Transcribe all of the entries, matching each one exactly.

(Stored data)

************

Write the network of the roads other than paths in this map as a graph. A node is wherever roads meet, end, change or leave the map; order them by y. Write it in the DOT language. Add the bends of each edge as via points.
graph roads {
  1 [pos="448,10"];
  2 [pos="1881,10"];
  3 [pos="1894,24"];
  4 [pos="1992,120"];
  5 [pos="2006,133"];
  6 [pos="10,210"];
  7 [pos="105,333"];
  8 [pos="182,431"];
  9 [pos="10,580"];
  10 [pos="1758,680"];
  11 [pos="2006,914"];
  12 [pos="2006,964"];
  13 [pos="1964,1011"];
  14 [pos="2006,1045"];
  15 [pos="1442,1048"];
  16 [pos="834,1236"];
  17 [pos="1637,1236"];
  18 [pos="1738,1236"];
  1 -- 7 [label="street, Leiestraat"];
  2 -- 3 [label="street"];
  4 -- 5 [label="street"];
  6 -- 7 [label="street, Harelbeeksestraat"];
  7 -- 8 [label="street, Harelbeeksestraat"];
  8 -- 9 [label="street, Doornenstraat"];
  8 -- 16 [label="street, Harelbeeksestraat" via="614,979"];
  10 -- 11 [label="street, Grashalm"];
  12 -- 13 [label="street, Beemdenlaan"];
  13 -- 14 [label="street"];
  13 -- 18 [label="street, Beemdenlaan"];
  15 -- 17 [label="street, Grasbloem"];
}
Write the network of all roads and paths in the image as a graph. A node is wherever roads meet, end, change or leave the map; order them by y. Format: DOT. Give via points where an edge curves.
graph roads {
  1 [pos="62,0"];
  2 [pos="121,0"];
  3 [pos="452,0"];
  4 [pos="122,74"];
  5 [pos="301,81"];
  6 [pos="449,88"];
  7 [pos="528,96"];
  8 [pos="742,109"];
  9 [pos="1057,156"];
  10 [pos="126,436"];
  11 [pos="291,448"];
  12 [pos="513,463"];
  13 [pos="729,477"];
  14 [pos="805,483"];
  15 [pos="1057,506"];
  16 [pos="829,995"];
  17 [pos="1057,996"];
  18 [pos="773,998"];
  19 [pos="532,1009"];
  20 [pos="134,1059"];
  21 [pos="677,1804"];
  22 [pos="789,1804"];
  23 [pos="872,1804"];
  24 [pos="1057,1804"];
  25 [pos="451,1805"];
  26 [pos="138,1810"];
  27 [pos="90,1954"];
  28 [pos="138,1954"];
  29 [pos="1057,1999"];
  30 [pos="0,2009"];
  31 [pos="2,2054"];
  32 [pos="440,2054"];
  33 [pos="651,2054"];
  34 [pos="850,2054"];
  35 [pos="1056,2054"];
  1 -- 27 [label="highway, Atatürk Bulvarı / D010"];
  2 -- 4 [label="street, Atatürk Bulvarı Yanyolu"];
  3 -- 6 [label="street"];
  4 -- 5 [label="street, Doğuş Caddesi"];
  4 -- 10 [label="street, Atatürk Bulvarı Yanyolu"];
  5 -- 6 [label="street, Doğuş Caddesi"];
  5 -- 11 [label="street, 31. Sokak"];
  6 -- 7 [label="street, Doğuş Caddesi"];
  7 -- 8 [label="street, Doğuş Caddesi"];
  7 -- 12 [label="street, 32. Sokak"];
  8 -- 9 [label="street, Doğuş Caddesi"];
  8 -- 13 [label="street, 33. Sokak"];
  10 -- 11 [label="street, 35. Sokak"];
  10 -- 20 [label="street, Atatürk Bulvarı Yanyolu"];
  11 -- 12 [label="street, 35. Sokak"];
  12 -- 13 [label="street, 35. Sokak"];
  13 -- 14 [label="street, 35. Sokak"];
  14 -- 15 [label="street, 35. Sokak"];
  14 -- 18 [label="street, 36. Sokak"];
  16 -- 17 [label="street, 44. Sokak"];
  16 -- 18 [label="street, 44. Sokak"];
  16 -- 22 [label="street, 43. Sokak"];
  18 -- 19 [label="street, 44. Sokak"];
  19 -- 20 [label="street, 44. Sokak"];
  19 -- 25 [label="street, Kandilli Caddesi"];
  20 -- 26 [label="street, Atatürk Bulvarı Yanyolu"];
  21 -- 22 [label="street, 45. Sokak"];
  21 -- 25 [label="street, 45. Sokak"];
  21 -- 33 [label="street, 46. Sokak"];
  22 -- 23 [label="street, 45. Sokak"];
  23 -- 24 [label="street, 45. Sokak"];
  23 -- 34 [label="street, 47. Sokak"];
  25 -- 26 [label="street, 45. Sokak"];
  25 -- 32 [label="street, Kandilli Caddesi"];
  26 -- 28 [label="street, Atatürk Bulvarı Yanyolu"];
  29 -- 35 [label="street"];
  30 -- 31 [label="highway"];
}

************

TASK OUTPUT
Write the network of the roads other than paths in this map as a graph. A node is wherever roads meet, end, change or leave the map; order them by y. Write it in the DOT language. Add the bends of each edge as via points.
graph roads {
  1 [pos="448,10"];
  2 [pos="1881,10"];
  3 [pos="1894,24"];
  4 [pos="1992,120"];
  5 [pos="2006,133"];
  6 [pos="10,210"];
  7 [pos="105,333"];
  8 [pos="182,431"];
  9 [pos="10,580"];
  10 [pos="1758,680"];
  11 [pos="2006,914"];
  12 [pos="2006,964"];
  13 [pos="1964,1011"];
  14 [pos="2006,1045"];
  15 [pos="1442,1048"];
  16 [pos="834,1236"];
  17 [pos="1637,1236"];
  18 [pos="1738,1236"];
  1 -- 7 [label="street, Leiestraat"];
  2 -- 3 [label="street"];
  4 -- 5 [label="street"];
  6 -- 7 [label="street, Harelbeeksestraat"];
  7 -- 8 [label="street, Harelbeeksestraat"];
  8 -- 9 [label="street, Doornenstraat"];
  8 -- 16 [label="street, Harelbeeksestraat" via="614,979"];
  10 -- 11 [label="street, Grashalm"];
  12 -- 13 [label="street, Beemdenlaan"];
  13 -- 14 [label="street"];
  13 -- 18 [label="street, Beemdenlaan"];
  15 -- 17 [label="street, Grasbloem"];
}
Write the network of all roads and paths in the image as a graph. A node is wherever roads meet, end, change or leave the map; order them by y. Format: DOT. Give via points where an edge curves.
graph roads {
  1 [pos="62,0"];
  2 [pos="121,0"];
  3 [pos="452,0"];
  4 [pos="122,74"];
  5 [pos="301,81"];
  6 [pos="449,88"];
  7 [pos="528,96"];
  8 [pos="742,109"];
  9 [pos="1057,156"];
  10 [pos="126,436"];
  11 [pos="291,448"];
  12 [pos="513,463"];
  13 [pos="729,477"];
  14 [pos="805,483"];
  15 [pos="1057,506"];
  16 [pos="829,995"];
  17 [pos="1057,996"];
  18 [pos="773,998"];
  19 [pos="532,1009"];
  20 [pos="134,1059"];
  21 [pos="677,1804"];
  22 [pos="789,1804"];
  23 [pos="872,1804"];
  24 [pos="1057,1804"];
  25 [pos="451,1805"];
  26 [pos="138,1810"];
  27 [pos="90,1954"];
  28 [pos="138,1954"];
  29 [pos="1057,1999"];
  30 [pos="0,2009"];
  31 [pos="2,2054"];
  32 [pos="440,2054"];
  33 [pos="651,2054"];
  34 [pos="850,2054"];
  35 [pos="1056,2054"];
  1 -- 27 [label="highway, Atatürk Bulvarı / D010"];
  2 -- 4 [label="street, Atatürk Bulvarı Yanyolu"];
  3 -- 6 [label="street"];
  4 -- 5 [label="street, Doğuş Caddesi"];
  4 -- 10 [label="street, Atatürk Bulvarı Yanyolu"];
  5 -- 6 [label="street, Doğuş Caddesi"];
  5 -- 11 [label="street, 31. Sokak"];
  6 -- 7 [label="street, Doğuş Caddesi"];
  7 -- 8 [label="street, Doğuş Caddesi"];
  7 -- 12 [label="street, 32. Sokak"];
  8 -- 9 [label="street, Doğuş Caddesi"];
  8 -- 13 [label="street, 33. Sokak"];
  10 -- 11 [label="street, 35. Sokak"];
  10 -- 20 [label="street, Atatürk Bulvarı Yanyolu"];
  11 -- 12 [label="street, 35. Sokak"];
  12 -- 13 [label="street, 35. Sokak"];
  13 -- 14 [label="street, 35. Sokak"];
  14 -- 15 [label="street, 35. Sokak"];
  14 -- 18 [label="street, 36. Sokak"];
  16 -- 17 [label="street, 44. Sokak"];
  16 -- 18 [label="street, 44. Sokak"];
  16 -- 22 [label="street, 43. Sokak"];
  18 -- 19 [label="street, 44. Sokak"];
  19 -- 20 [label="street, 44. Sokak"];
  19 -- 25 [label="street, Kandilli Caddesi"];
  20 -- 26 [label="street, Atatürk Bulvarı Yanyolu"];
  21 -- 22 [label="street, 45. Sokak"];
  21 -- 25 [label="street, 45. Sokak"];
  21 -- 33 [label="street, 46. Sokak"];
  22 -- 23 [label="street, 45. Sokak"];
  23 -- 24 [label="street, 45. Sokak"];
  23 -- 34 [label="street, 47. Sokak"];
  25 -- 26 [label="street, 45. Sokak"];
  25 -- 32 [label="street, Kandilli Caddesi"];
  26 -- 28 [label="street, Atatürk Bulvarı Yanyolu"];
  29 -- 35 [label="street"];
  30 -- 31 [label="highway"];
}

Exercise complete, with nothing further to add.